アクセサリーを買ってみたり、パンを食べ歩いてみたりして楽しく時間を過ごすうち、ローズはふと気になった事をベアトリスに尋ねる。
「ずいぶんと屋台が多いな。観光客も多いし、お祭りでもあるのか?」
ベアトリスは楽しそうに頷いて答える。
「そうですね。実を言うと今日は皇太子殿下の誕生日でして。毎年、この時期になると三日間の生誕祭があって、私たちメイドは宮殿で行われる盛大なパーティの準備に追われるんです。だから朝早くから清掃をしていたんですよ、みんなで」
リベルモントの首都・ペレニスで毎年行われる皇太子オーレリアンの生誕祭。時期になれば観光客たちもやってきて大賑わいになるという。ローズはそんな催しを耳にした事があったが、訪れたりはせず目にするのは今回が初めてだった。
(……なるほどな。エメラとかいう女が神経質になっていたのはこれか。人手が少しでも欲しいときに邪魔をするなと言いたかったわけだ)
宮殿中が忙しいからといって、ひとりのメイドがいなくなって、どれほどの影響が出るのか。ローズはそんな事など私の知った話ではないと鼻で笑った。
「おや、これはレディ・ローズ。町は楽しんでおられますか」
呼ばれて足を止める。部下をふたり連れたボリスが、ニコニコする。
「忙しそうだと思ったら巡回か? 何も起きなさそうに見えるが」
リベルモントはあらゆる国の中でトップクラスの治安の良さを誇っている。国民の満足度も高い。生誕祭のようなムードの中で近衛隊が巡回をしなければならないほど何かが起きる気配もない。
だが、彼は「どこの国でも何かしら起きるものです」と苦笑いをする。
「治安自体はもちろん他の国と比べても良い方だと思っていますが、こんなときだからこそ窃盗なんかも起きやすいんですよ。……と、もう少し話したいところですが、巡回の途中ですので失礼します。ではお祭りを楽しんでください!」
彼らが立ち去ったあとシャルルが「何も言わなかったね」と耳打ちをすると、ローズは彼女の頬をむぎゅっとつねって「当たり前だろ」と小声で返す。
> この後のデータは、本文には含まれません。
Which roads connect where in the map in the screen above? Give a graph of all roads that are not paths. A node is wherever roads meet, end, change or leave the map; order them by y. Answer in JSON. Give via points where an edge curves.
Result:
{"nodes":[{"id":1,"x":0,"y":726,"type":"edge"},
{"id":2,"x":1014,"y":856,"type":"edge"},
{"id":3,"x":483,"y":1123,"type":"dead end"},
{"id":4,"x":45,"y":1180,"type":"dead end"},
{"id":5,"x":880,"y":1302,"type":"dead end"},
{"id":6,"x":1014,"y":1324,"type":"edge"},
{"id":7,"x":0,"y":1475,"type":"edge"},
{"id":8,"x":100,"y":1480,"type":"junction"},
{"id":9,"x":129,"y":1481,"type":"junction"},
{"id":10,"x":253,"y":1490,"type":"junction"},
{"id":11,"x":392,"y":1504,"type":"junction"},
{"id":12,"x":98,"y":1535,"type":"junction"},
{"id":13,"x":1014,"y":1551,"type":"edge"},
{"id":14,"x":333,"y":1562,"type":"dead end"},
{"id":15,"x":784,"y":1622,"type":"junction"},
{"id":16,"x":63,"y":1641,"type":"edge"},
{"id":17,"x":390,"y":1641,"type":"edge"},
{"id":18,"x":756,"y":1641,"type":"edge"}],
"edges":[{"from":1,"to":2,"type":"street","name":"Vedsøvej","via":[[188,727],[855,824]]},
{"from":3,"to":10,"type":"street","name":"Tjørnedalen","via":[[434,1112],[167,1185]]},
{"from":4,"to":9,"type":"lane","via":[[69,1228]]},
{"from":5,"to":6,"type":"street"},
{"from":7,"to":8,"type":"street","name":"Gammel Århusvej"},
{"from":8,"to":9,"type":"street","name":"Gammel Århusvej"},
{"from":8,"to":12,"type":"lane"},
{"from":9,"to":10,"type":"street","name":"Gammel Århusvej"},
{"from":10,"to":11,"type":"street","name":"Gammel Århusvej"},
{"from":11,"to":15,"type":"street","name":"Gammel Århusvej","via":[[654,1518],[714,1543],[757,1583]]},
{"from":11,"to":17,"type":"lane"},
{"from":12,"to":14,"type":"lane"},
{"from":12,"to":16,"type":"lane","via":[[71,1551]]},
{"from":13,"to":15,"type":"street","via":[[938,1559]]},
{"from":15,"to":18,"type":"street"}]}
「黙っていなくちゃならん事もある。お前、ただ遊びに誘うために私がベアトリスに声を掛けたと思って……おい、ベアトリスはどこに行った?」
「えっ。あ、本当だ。今さっきまで隣にいたんだけど」
通り過ぎる人の波に呑まれたのだろうかと考えたが、ベアトリスは目立って背が高いし仕事着のままだ。遠く離れてなければ気付けるくらいの人混み具合に周囲を見渡し、シャルルが広場を向いて「あれじゃない?」と指差した。
どうやらボリスに呼び止められたとき、彼女は騒がしさでよそを向いていたのか気付かずに歩いて行ってしまったようだ。はぐれなくて良かったと安堵して広場できょろきょろしているベアトリスの名を呼んだ。
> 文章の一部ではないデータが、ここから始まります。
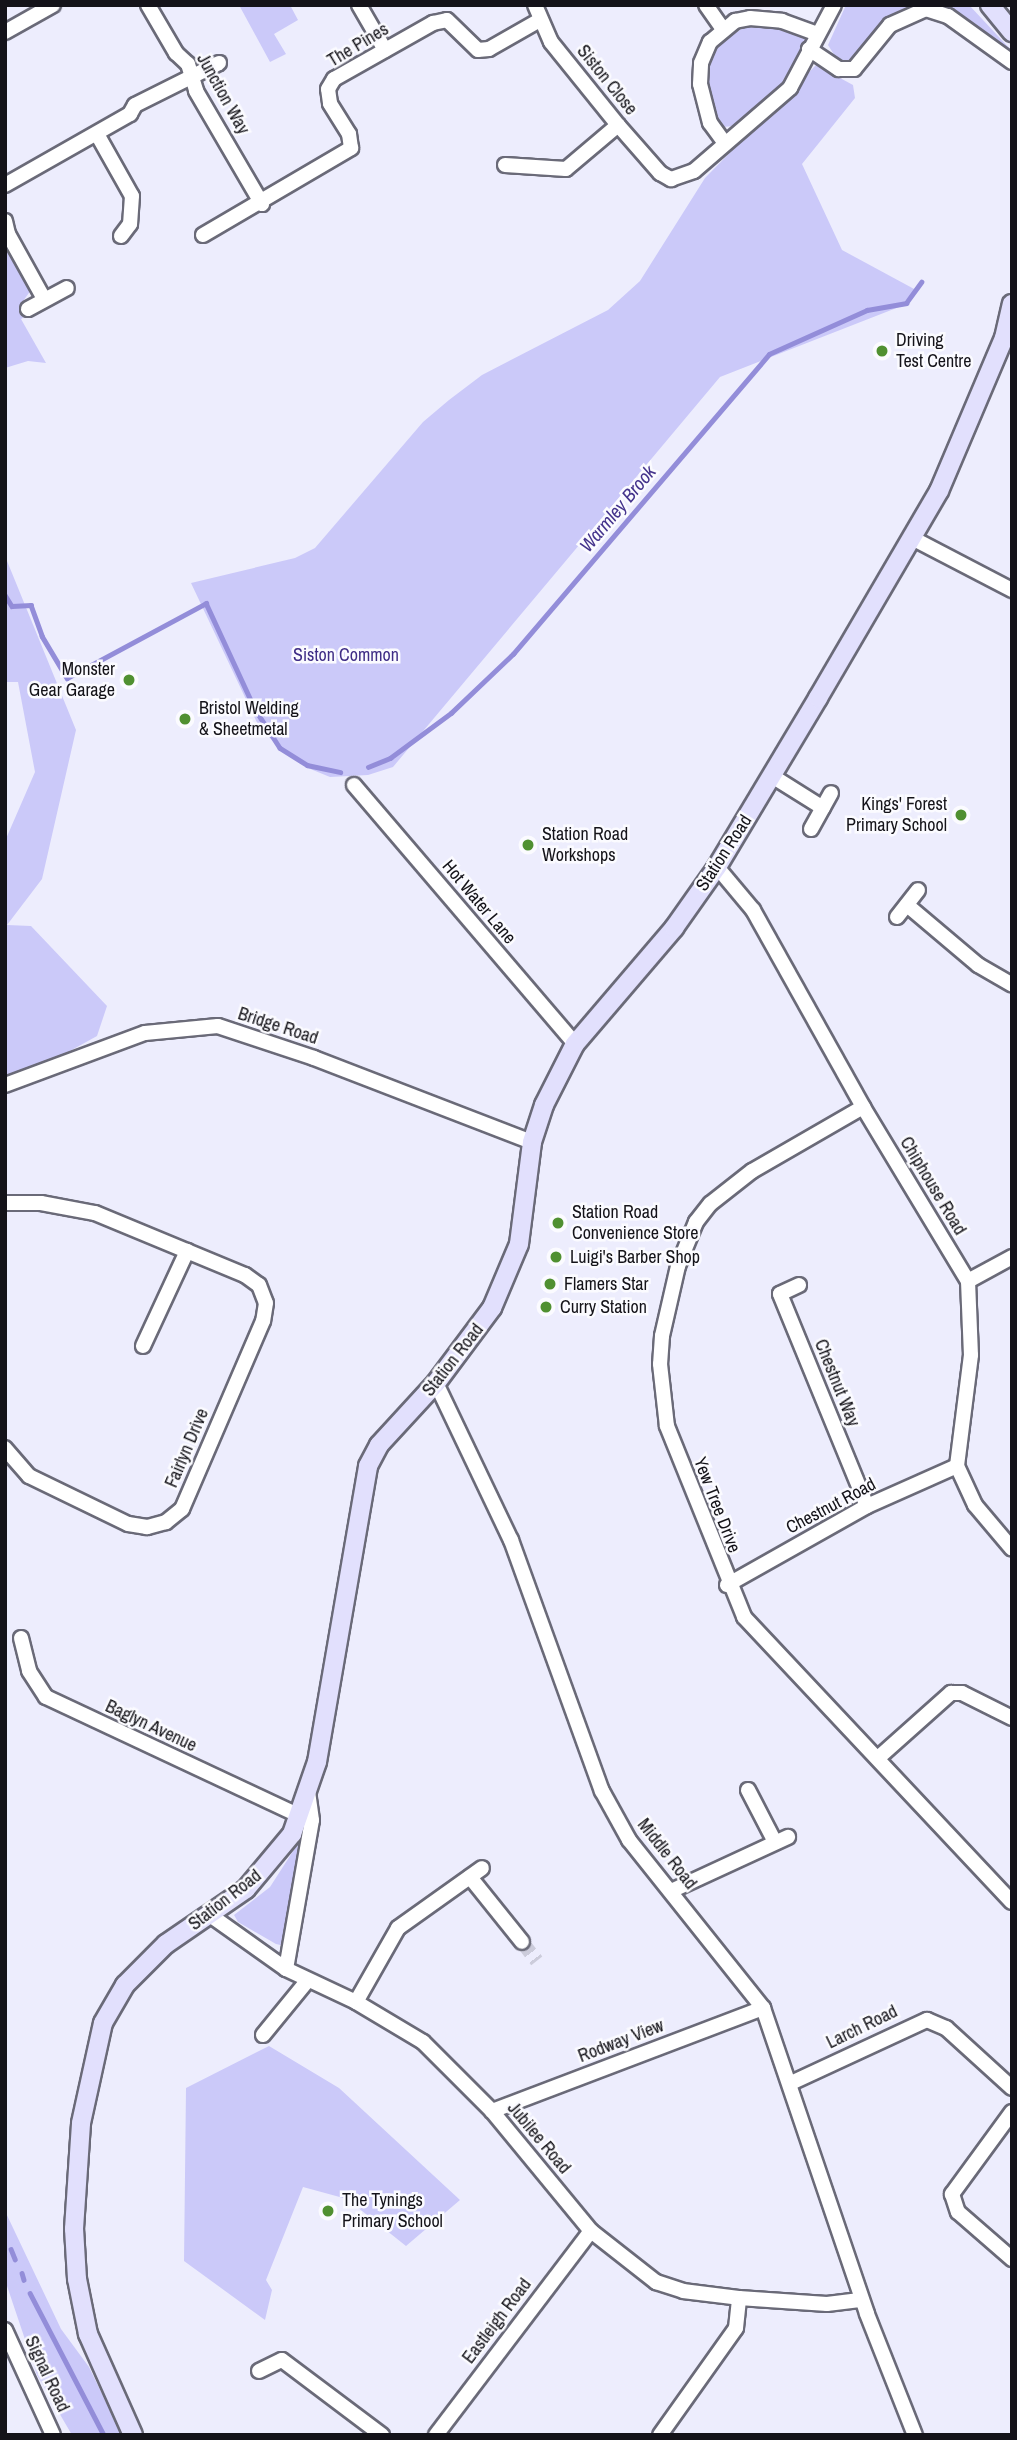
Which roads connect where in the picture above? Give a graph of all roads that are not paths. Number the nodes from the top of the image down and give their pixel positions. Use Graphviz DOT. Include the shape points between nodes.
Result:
graph roads {
  1 [pos="53,5"];
  2 [pos="148,5"];
  3 [pos="359,5"];
  4 [pos="535,5"];
  5 [pos="706,5"];
  6 [pos="834,5"];
  7 [pos="990,5"];
  8 [pos="538,21"];
  9 [pos="723,29"];
  10 [pos="1011,31"];
  11 [pos="5,32"];
  12 [pos="818,34"];
  13 [pos="809,49"];
  14 [pos="385,50"];
  15 [pos="1012,62"];
  16 [pos="219,63"];
  17 [pos="191,79"];
  18 [pos="618,125"];
  19 [pos="97,134"];
  20 [pos="724,142"];
  21 [pos="505,165"];
  22 [pos="5,185"];
  23 [pos="262,204"];
  24 [pos="5,221"];
  25 [pos="203,235"];
  26 [pos="121,236"];
  27 [pos="67,288"];
  28 [pos="44,299"];
  29 [pos="1012,304"];
  30 [pos="28,309"];
  31 [pos="912,538"];
  32 [pos="1012,590"];
  33 [pos="772,776"];
  34 [pos="354,785"];
  35 [pos="831,793"];
  36 [pos="823,808"];
  37 [pos="811,829"];
  38 [pos="717,867"];
  39 [pos="918,890"];
  40 [pos="907,905"];
  41 [pos="897,918"];
  42 [pos="1012,985"];
  43 [pos="575,1044"];
  44 [pos="5,1084"];
  45 [pos="863,1107"];
  46 [pos="533,1143"];
  47 [pos="5,1203"];
  48 [pos="187,1251"];
  49 [pos="1012,1257"];
  50 [pos="968,1281"];
  51 [pos="799,1285"];
  52 [pos="143,1346"];
  53 [pos="436,1383"];
  54 [pos="5,1448"];
  55 [pos="957,1466"];
  56 [pos="867,1506"];
  57 [pos="1012,1549"];
  58 [pos="727,1585"];
  59 [pos="21,1638"];
  60 [pos="1012,1718"];
  61 [pos="878,1758"];
  62 [pos="748,1790"];
  63 [pos="308,1793"];
  64 [pos="300,1816"];
  65 [pos="482,1868"];
  66 [pos="470,1877"];
  67 [pos="671,1891"];
  68 [pos="1012,1902"];
  69 [pos="210,1915"];
  70 [pos="522,1942"];
  71 [pos="286,1969"];
  72 [pos="309,1980"];
  73 [pos="356,2002"];
  74 [pos="763,2008"];
  75 [pos="263,2035"];
  76 [pos="791,2083"];
  77 [pos="1012,2088"];
  78 [pos="492,2111"];
  79 [pos="1012,2112"];
  80 [pos="591,2231"];
  81 [pos="1012,2259"];
  82 [pos="739,2298"];
  83 [pos="862,2300"];
  84 [pos="5,2330"];
  85 [pos="259,2371"];
  86 [pos="53,2435"];
  87 [pos="133,2435"];
  88 [pos="382,2435"];
  89 [pos="436,2435"];
  90 [pos="660,2435"];
  91 [pos="915,2435"];
  1 -- 11 [label="street"];
  2 -- 17 [label="street, Junction Way" via="176,53 188,64"];
  3 -- 14 [label="street"];
  4 -- 8 [label="street, Siston Close"];
  5 -- 9 [label="street"];
  6 -- 12 [label="street"];
  7 -- 10 [label="main road"];
  8 -- 14 [label="street, The Pines" via="489,49 478,50 447,20"];
  8 -- 18 [label="street, Siston Close"];
  9 -- 12 [label="street" via="735,21 767,18"];
  9 -- 20 [label="street" via="701,64 700,84 710,123"];
  12 -- 13 [label="street"];
  13 -- 15 [label="street" via="839,69 854,69 890,25 926,9 948,16"];
  13 -- 20 [label="street" via="790,88"];
  14 -- 23 [label="street, The Pines" via="334,79 328,89 351,148"];
  16 -- 17 [label="street"];
  17 -- 19 [label="street" via="135,105 130,114"];
  17 -- 23 [label="street, Junction Way"];
  18 -- 20 [label="street, Siston Close" via="660,173 671,179 684,176"];
  18 -- 21 [label="street" via="566,169"];
  19 -- 22 [label="street"];
  19 -- 26 [label="street" via="132,196 130,223"];
  23 -- 25 [label="street, The Pines"];
  24 -- 28 [label="street"];
  27 -- 28 [label="street"];
  28 -- 30 [label="street"];
  29 -- 31 [label="main road, Station Road" via="1004,338 962,443"];
  31 -- 32 [label="street"];
  31 -- 33 [label="main road, Station Road"];
  33 -- 36 [label="street"];
  33 -- 38 [label="main road, Station Road"];
  34 -- 43 [label="street, Hot Water Lane"];
  35 -- 36 [label="street"];
  36 -- 37 [label="street"];
  38 -- 43 [label="main road, Station Road" via="674,928"];
  38 -- 45 [label="street, Chiphouse Road" via="752,910"];
  39 -- 40 [label="street"];
  40 -- 41 [label="street"];
  40 -- 42 [label="street" via="978,965"];
  43 -- 46 [label="main road, Station Road" via="544,1105"];
  44 -- 46 [label="street, Bridge Road" via="145,1033 218,1027 314,1058"];
  45 -- 50 [label="street, Chiphouse Road"];
  45 -- 58 [label="street, Yew Tree Drive" via="752,1171 710,1204 686,1241 678,1266 660,1364 667,1426"];
  46 -- 53 [label="main road, Station Road" via="519,1244 505,1284"];
  47 -- 48 [label="street, Fairlyn Drive" via="83,1208"];
  48 -- 52 [label="street"];
  48 -- 54 [label="street, Fairlyn Drive" via="259,1284 266,1303 263,1321 182,1508 166,1522 147,1527 128,1524 29,1476"];
  49 -- 50 [label="street"];
  50 -- 55 [label="street, Chiphouse Road" via="971,1355"];
  51 -- 56 [label="street, Chestnut Way" via="780,1294"];
  53 -- 63 [label="main road, Station Road" via="379,1445 368,1466"];
  53 -- 67 [label="street, Middle Road" via="511,1540 602,1791 629,1840"];
  55 -- 56 [label="street, Chestnut Road"];
  55 -- 57 [label="street" via="975,1505"];
  56 -- 58 [label="street, Chestnut Road"];
  58 -- 61 [label="street, Yew Tree Drive" via="762,1639"];
  59 -- 64 [label="street, Baglyn Avenue" via="29,1671 46,1697"];
  60 -- 61 [label="street" via="962,1693 951,1693"];
  61 -- 68 [label="street, Yew Tree Drive"];
  62 -- 67 [label="street" via="781,1840"];
  63 -- 64 [label="main road, Station Road"];
  63 -- 71 [label="street" via="312,1820"];
  64 -- 69 [label="main road, Station Road" via="272,1862"];
  65 -- 66 [label="street"];
  66 -- 70 [label="street"];
  66 -- 73 [label="street" via="398,1928"];
  67 -- 74 [label="street, Middle Road"];
  69 -- 71 [label="street, Jubilee Road"];
  69 -- 87 [label="main road, Station Road" via="166,1944 125,1984 103,2023 81,2123 74,2229 77,2279 88,2334"];
  71 -- 72 [label="street, Jubilee Road"];
  72 -- 73 [label="street, Jubilee Road"];
  72 -- 75 [label="street"];
  73 -- 78 [label="street, Jubilee Road" via="423,2042"];
  74 -- 76 [label="street, Middle Road"];
  74 -- 78 [label="street, Rodway View"];
  76 -- 77 [label="street, Larch Road" via="927,2020 946,2028"];
  76 -- 83 [label="street, Middle Road"];
  78 -- 80 [label="street, Jubilee Road"];
  79 -- 81 [label="street" via="952,2194 953,2204"];
  80 -- 82 [label="street, Jubilee Road" via="656,2282 683,2291"];
  80 -- 89 [label="street, Eastleigh Road"];
  82 -- 83 [label="street, Jubilee Road" via="827,2304"];
  82 -- 90 [label="street" via="736,2328"];
  83 -- 91 [label="street, Middle Road"];
  84 -- 86 [label="street, Signal Road"];
  85 -- 88 [label="street" via="282,2360"];
}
「ひとりでどこに行ったのかと思ったぞ、気を付けてくれ」
「す、すみません……つい嬉しくなっちゃって。あ、ところで魔女様」
彼女の横には楽器を持った何人かの集まりがある。
「彼らが少し困っているらしくて……助けてあげられませんか」
どうやら今日の夜に宮殿で演奏を披露する事になっていたが、ソロでヴァイオリンを弾く予定だった男性が急に体調を崩してしまったため、他に弾ける者もいない。その男性の演奏を皇太子が楽しみにしていたのもあって頭を抱えていた。
だが話を聞いてローズは眉間にしわを寄せて難色を示す。
「楽器の切れた弦を戻してくれという程度なら構わないが……すまない。いくら魔女とは言っても、さすがに演奏を代わってくれというのは無理がある」
別の町から来ているため体調を崩した男性も町にはおらず、今から戻って迎えても間に合わないだろう。風邪を治すのもローズには不可能だ。
「うう、困っちまったなあ……。魔女様、他に良い方法を考えてくださるだけでもいいんです。その知恵をお貸しください、なにか御座いませんか」
「そうは言われてもな。代役を探してやれれば良かったんだが」
ローズは長年生きてきて趣味で音楽をする者はいても演奏家の知り合いはとんと心当たりがない。腕を組んでいっしょになって悩んでいると、シャルルがにんまりとして言った。